23 June 2020 – Popular nationwide, baby group franchise, Baby Sensory has seen a dramatic rise in the number of father’s now attending its online sessions since lockdown began.  Prior to the pandemic, the weekly attendance of its sensory classes were predominantly attended by mothers, yet lockdown seems to have been responsible for many more dads enjoying time together with their babies.  Baby Sensory sessions promote infant wellbeing and aid early development.

While Covid19 and lockdown have undeniably put pressure on parents and families, it has also offered benefits to baby with perfect conditions for the most intense physical closeness and the presence of father’s being at home, offers huge benefits to a baby’s development.

With around 10% of new fathers reported to suffer from postnatal depression, founder of Baby Sensory, Dr Lin Day, sees the presence of both fathers and mothers in the home together during lockdown, as a positive opportunity for babies and also to parent mental health.

She reports, “Men are just as important as women in a child’s life and just as capable. Their interest and unique style of communication and involvement is strongly associated with social, emotional and intellectual development.

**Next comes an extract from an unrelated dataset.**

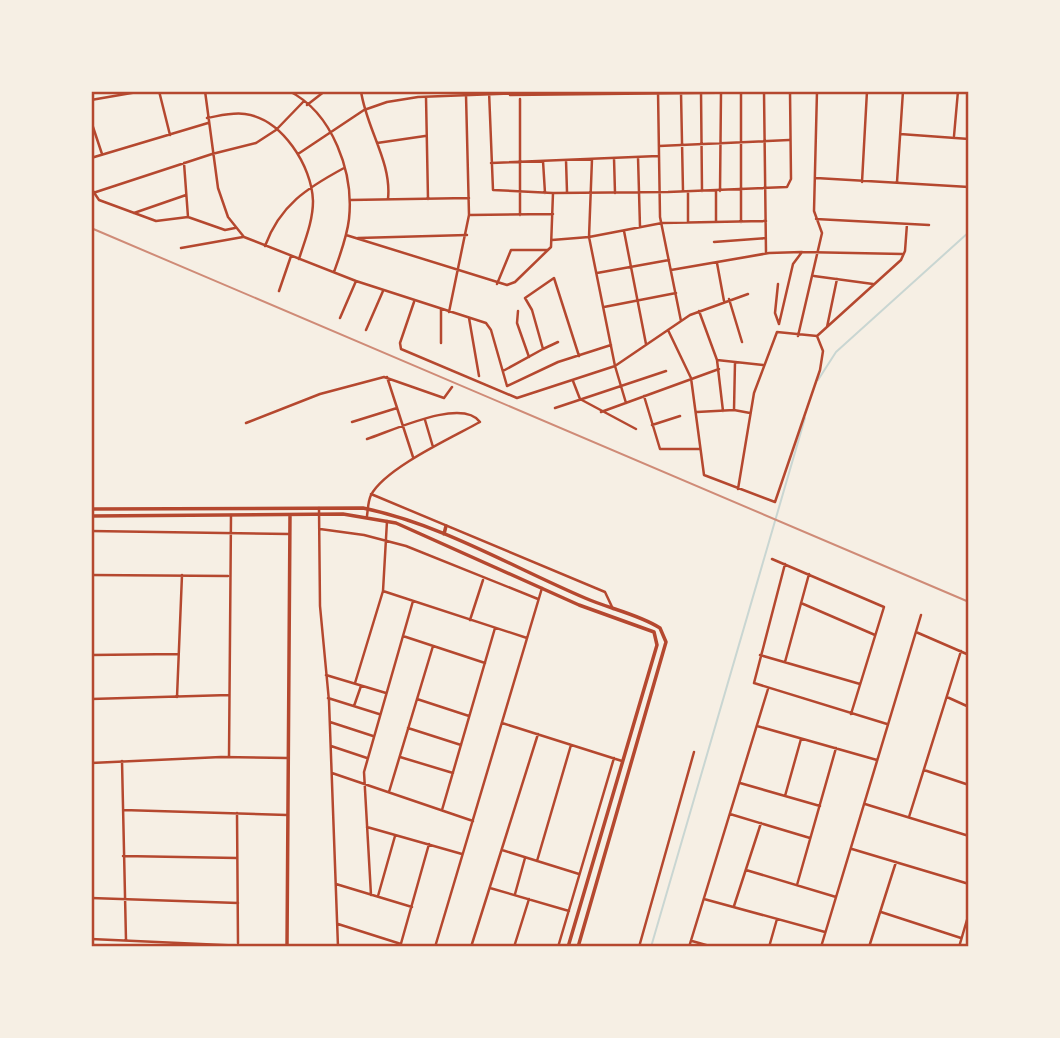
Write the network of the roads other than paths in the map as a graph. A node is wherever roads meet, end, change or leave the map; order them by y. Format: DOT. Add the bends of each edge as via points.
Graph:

Research shows that a male role model can have a huge impact on behaviour, which ultimately leads to happier, more productive children.” 

Baby Sensory @Home provides simple, practical ideas for young families on creative play, massage, tummy time, movement, visual development, textures, scents and music, all of which can be easily repeated at home.  Using a combination of original and traditional songs and rhymes to develop early speech, language skills and sensory signing activities, sessions help parents to communicate with their babies from birth.

Dr Day added: “It may take some effort for new parents, including dads, to join an online group, but the more they do it, the easier it will become.  It takes a village to raise a child, but if the village no longer exists, it is important for new parents, mothers and fathers, to join supportive networks and community groups online, and to talk to friends and family as regularly as possible to protect against isolation, loneliness, and depression.”